Maybe you aren’t as motivated as I am. Maybe you think, the way I did, that this is insane. But in the last two years that I’ve done this March, the end of the month has gone the same: I slow down. I see the end coming. I feel tired. I slack off. I feel so proud of the work that I accomplished that I think its okay that I didn’t quite meet all of my goals–and it is. I truly believe that any word you have written because of this March is an accomplishment, particularly if you wouldn’t have written it . And yet, at least for me, I still wonder what might happen if I pushed myself a little more. This go-around, I’m not going to do that. Instead of letting up, I’m going to press harder.
Are you with me?
If so, stock up your refrigerators. Buy sandwich fixings, bottles of water, protein-heavy snacks. Randi and I are starting at 8am on Saturday morning and writing clear through to 8am on Easter Sunday. Let me know if you want to do this, too! Shoot me an email or write a comment to this post!

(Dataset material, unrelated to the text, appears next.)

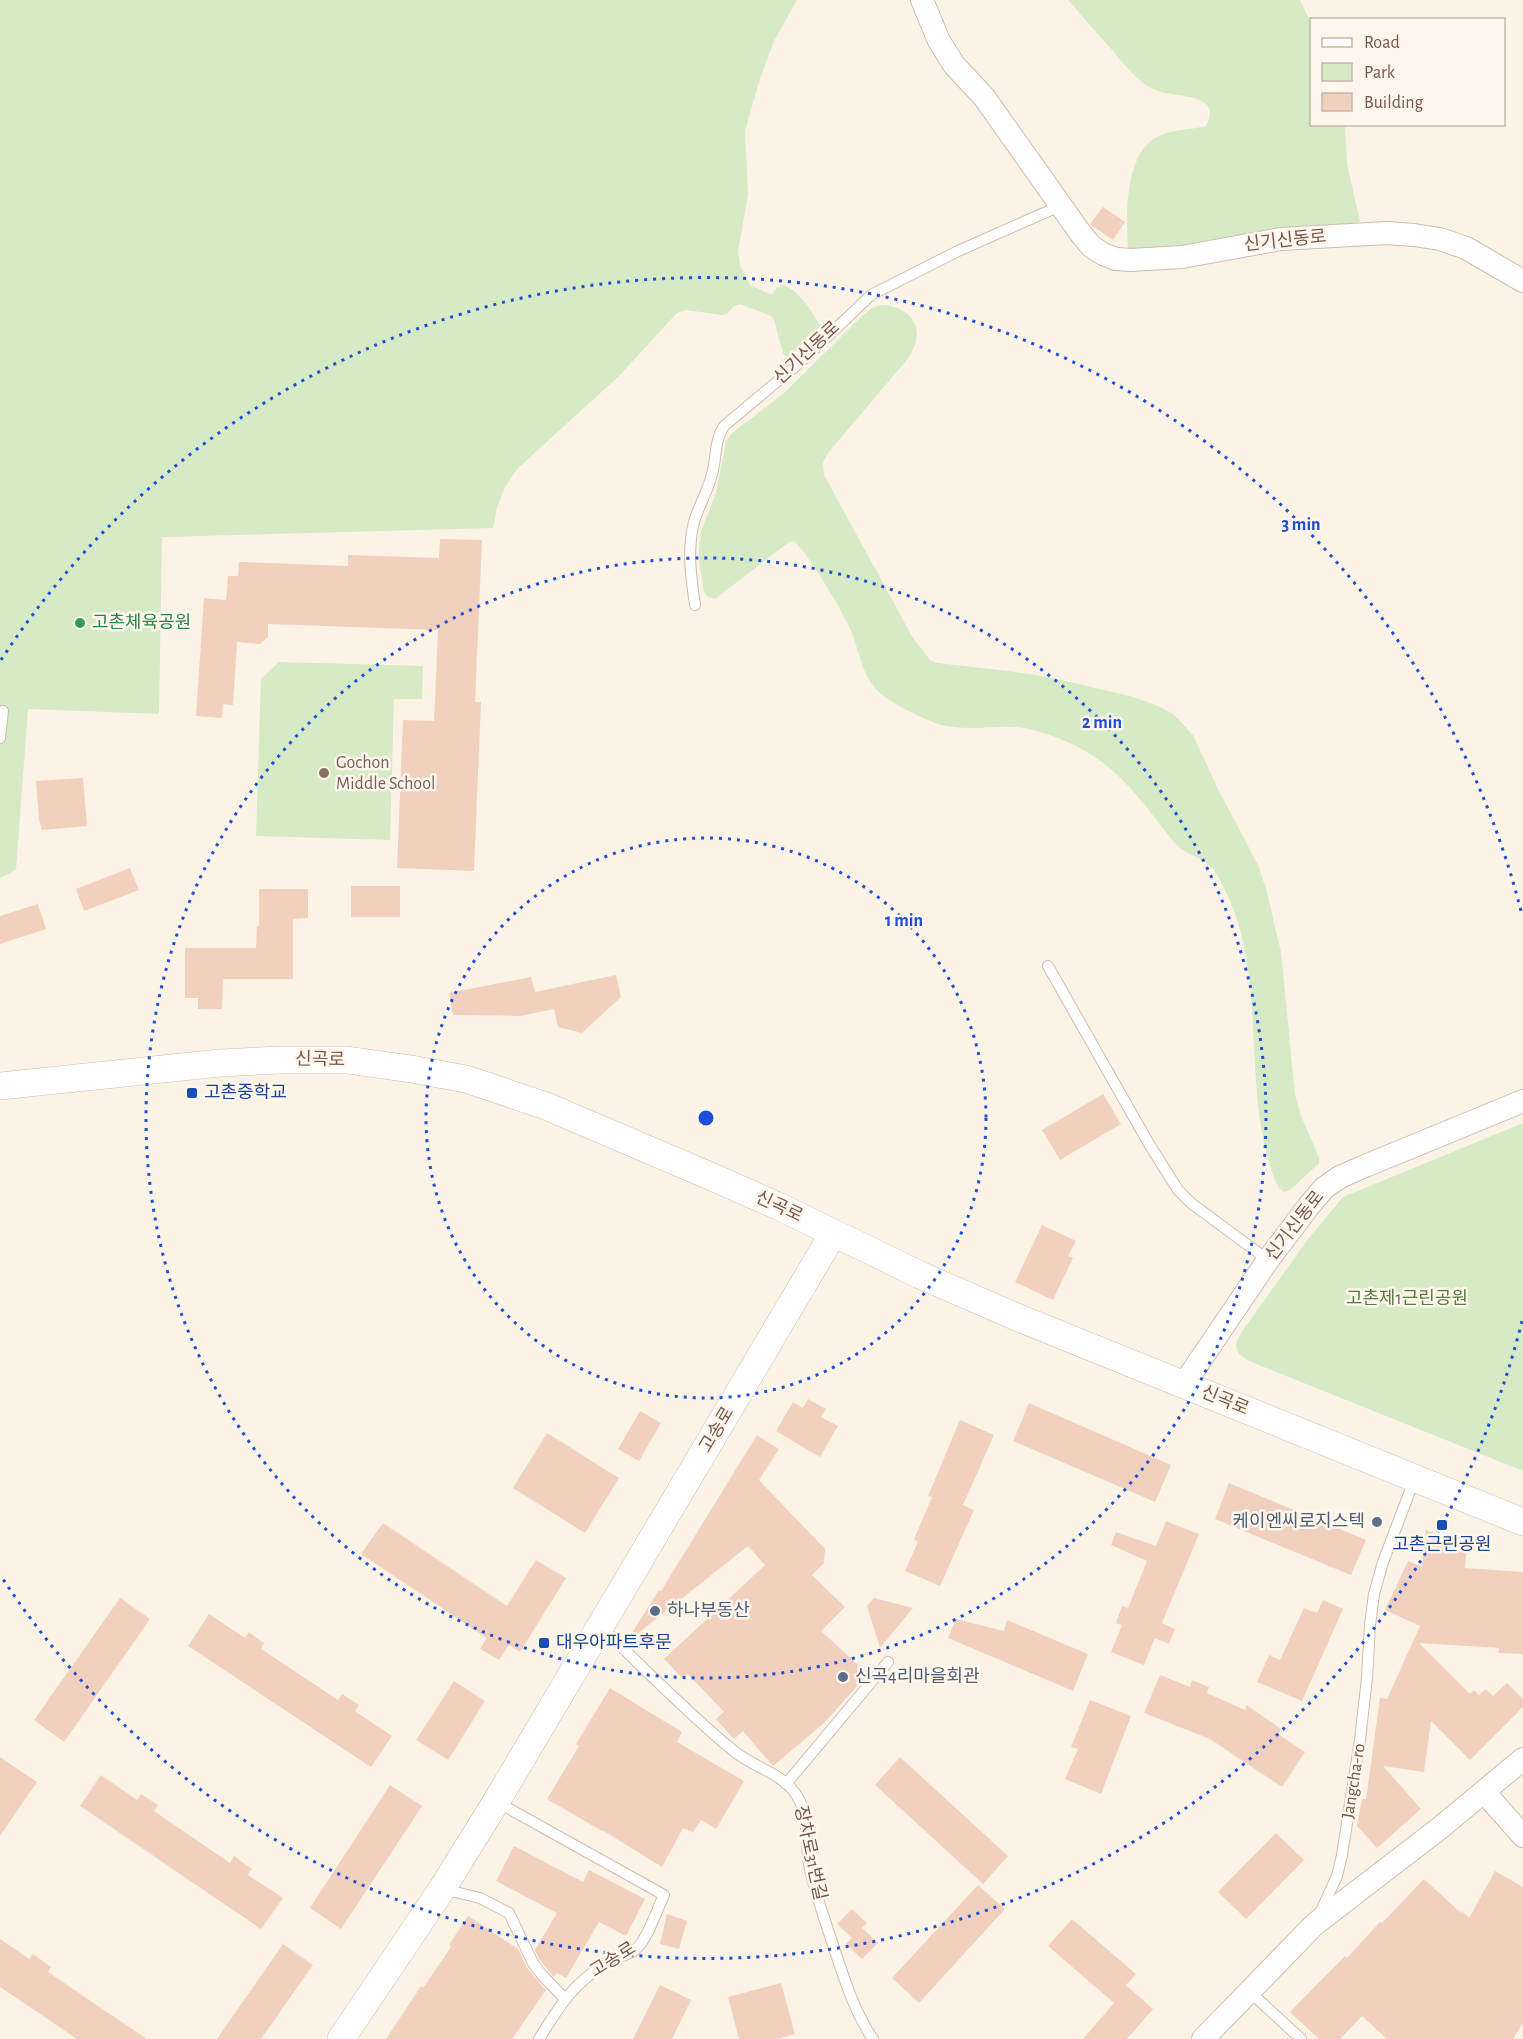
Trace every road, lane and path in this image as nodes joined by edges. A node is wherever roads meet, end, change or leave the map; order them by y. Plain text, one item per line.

If you aren’t, I invite you to still push yourself. Instead of the hour a day, might you make it two? Or three? Or four? What’s the longest you’ve ever written in one stretch? What about trying to see if you can beat your own record? Until this moment in time, I have been an advocate for doing what you can, even if it was only fifteen minutes. Here, at the end, I urge you to push yourself further.
Three days left to go. Thank you, friends, for writing with me this month and following along with the blog. I look forward to writing you a farewell post from my sleep-deprived delirium on Sunday morning. Until then, keep marching.